Now add another factor: residence time. Many thermoplastics are very temperature sensitive, so the torture they endure in the barrel needs to be brief. Cranking up the temperature will decrease melt viscosity, but it can be a crude and unreliable tool if the screw design and speed can’t properly shear the material. And playing with screw speed has its own drawbacks, not the least of which is the need to run it as fast as possible. Why? Because in commodity molding, it’s pounds on the ground that make the difference between survival and losing your shirt, so running it “flat out” makes good financial sense.

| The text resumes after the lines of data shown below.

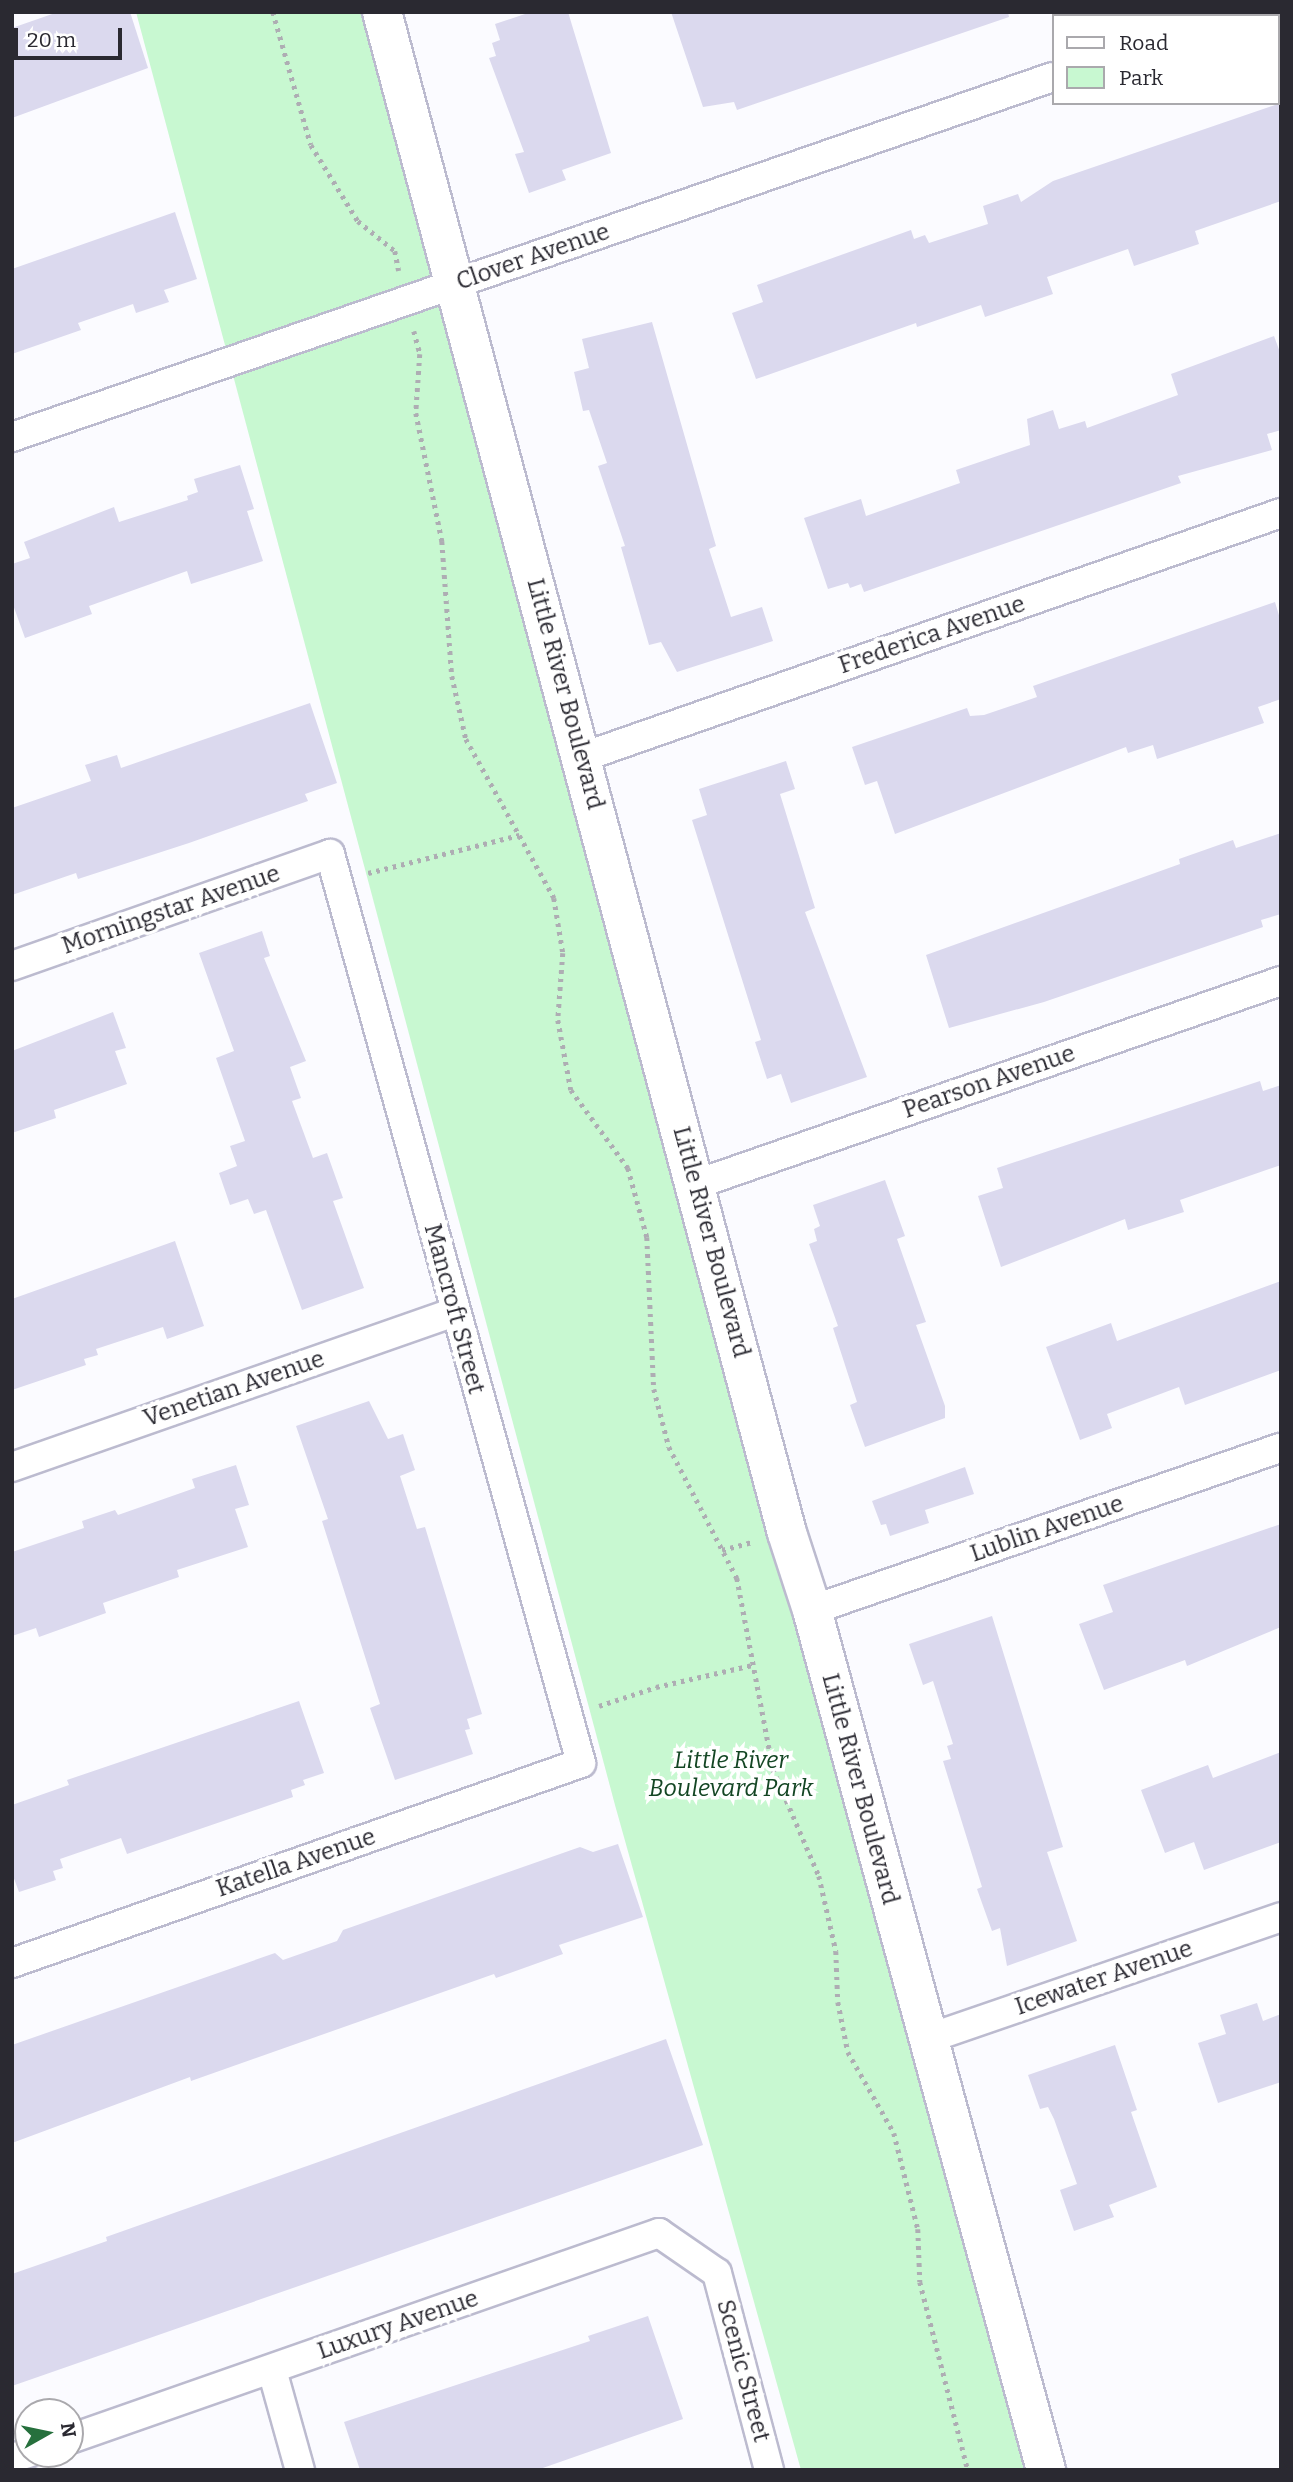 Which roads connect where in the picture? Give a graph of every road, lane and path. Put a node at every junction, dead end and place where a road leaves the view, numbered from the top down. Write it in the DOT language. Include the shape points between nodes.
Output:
graph roads {
  1 [pos="272,12"];
  2 [pos="382,12"];
  3 [pos="1052,78"];
  4 [pos="395,251"];
  5 [pos="453,285"];
  6 [pos="420,354"];
  7 [pos="12,437"];
  8 [pos="1281,513"];
  9 [pos="583,757"];
  10 [pos="519,835"];
  11 [pos="330,854"];
  12 [pos="376,870"];
  13 [pos="12,966"];
  14 [pos="1281,981"];
  15 [pos="697,1184"];
  16 [pos="455,1312"];
  17 [pos="1281,1448"];
  18 [pos="12,1467"];
  19 [pos="812,1610"];
  20 [pos="753,1665"];
  21 [pos="595,1708"];
  22 [pos="581,1763"];
  23 [pos="1281,1917"];
  24 [pos="12,1963"];
  25 [pos="927,2039"];
  26 [pos="717,2273"];
  27 [pos="272,2370"];
  28 [pos="84,2433"];
  29 [pos="300,2470"];
  30 [pos="769,2470"];
  31 [pos="968,2470"];
  32 [pos="1046,2470"];
  1 -- 4 [label="path" via="311,145 358,221"];
  2 -- 5 [label="street, Little River Boulevard"];
  3 -- 5 [label="street, Clover Avenue"];
  5 -- 7 [label="street, Clover Avenue"];
  5 -- 9 [label="street, Little River Boulevard"];
  6 -- 10 [label="path" via="416,414 442,541 452,676 466,738"];
  8 -- 9 [label="street, Frederica Avenue"];
  9 -- 15 [label="street, Little River Boulevard"];
  10 -- 12 [label="path"];
  10 -- 20 [label="path" via="554,898 562,953 558,1020 571,1090 628,1168 647,1237 654,1389 669,1447 737,1578"];
  11 -- 13 [label="street, Morningstar Avenue"];
  11 -- 16 [label="street, Mancroft Street"];
  14 -- 15 [label="street, Pearson Avenue"];
  15 -- 19 [label="street, Little River Boulevard" via="787,1533"];
  16 -- 18 [label="street, Venetian Avenue"];
  16 -- 22 [label="street, Mancroft Street"];
  17 -- 19 [label="street, Lublin Avenue"];
  19 -- 25 [label="street, Little River Boulevard"];
  20 -- 21 [label="path" via="656,1687"];
  20 -- 31 [label="path" via="773,1769 819,1876 836,1951 838,2002 848,2052 894,2133 918,2229 920,2282"];
  22 -- 24 [label="street, Katella Avenue"];
  23 -- 25 [label="street, Icewater Avenue"];
  25 -- 32 [label="street, Little River Boulevard"];
  26 -- 27 [label="street, Luxury Avenue" via="659,2233"];
  26 -- 30 [label="street, Scenic Street"];
  27 -- 28 [label="street, Luxury Avenue"];
  27 -- 29 [label="street"];
}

Now add another variable: molecular orientation. I once described polymers as spaghetti-like masses of entangled carbon chains. Stress the resin by shoving it down the barrel and the molecules lose some of their random orientation and line up along the axis of the barrel. Not perfectly, but enough to have consequences in filling the mold and freezing the resin.

There are more variables, but the point is this: even well-understood “neat” (no additives or other resin species) polymers can be surprisingly difficult to consistently mold well, especially if you’re running at the machine’s capacity.

Maybe an example from my experience will illustrate it better. The job was a simple polypropylene (PP) pad — a flat rectangle about 1×3 inches. It ran well, but the press could have handled a bigger mold, and could have delivered a larger shot size. A new mold with 50 per cent more cavities promised serious throughput improvement. Filling that mold, however, required a greater proportion of the machine’s cycle time, and when combined with the larger shot size, meant spinning the screw faster.

Needles to say warpage reared its ugly head, even though the gating remained the same and pressure/temperatures were well within the resin supplier’s recommendations.

What did we do wrong? By increasing the shear rate, the subsequent but slight increase in molecular alignment was frozen in the wall region of the mold cavities, while the relatively warmer centre of each cavity allowed the resin to relax a little, from a molecular order point of view. The result was internal stress that guaranteed warpage. We ended up running at a little less than full output to get quality parts, but the additional cavities paid off regardless.

There are so many variables that no one will have trouble finding books on melt flow and control. For most of us, however, we can forego the heavy reading and survive by sticking to the variables we understand, and more importantly, control. Just cross your fingers they’re the same ones!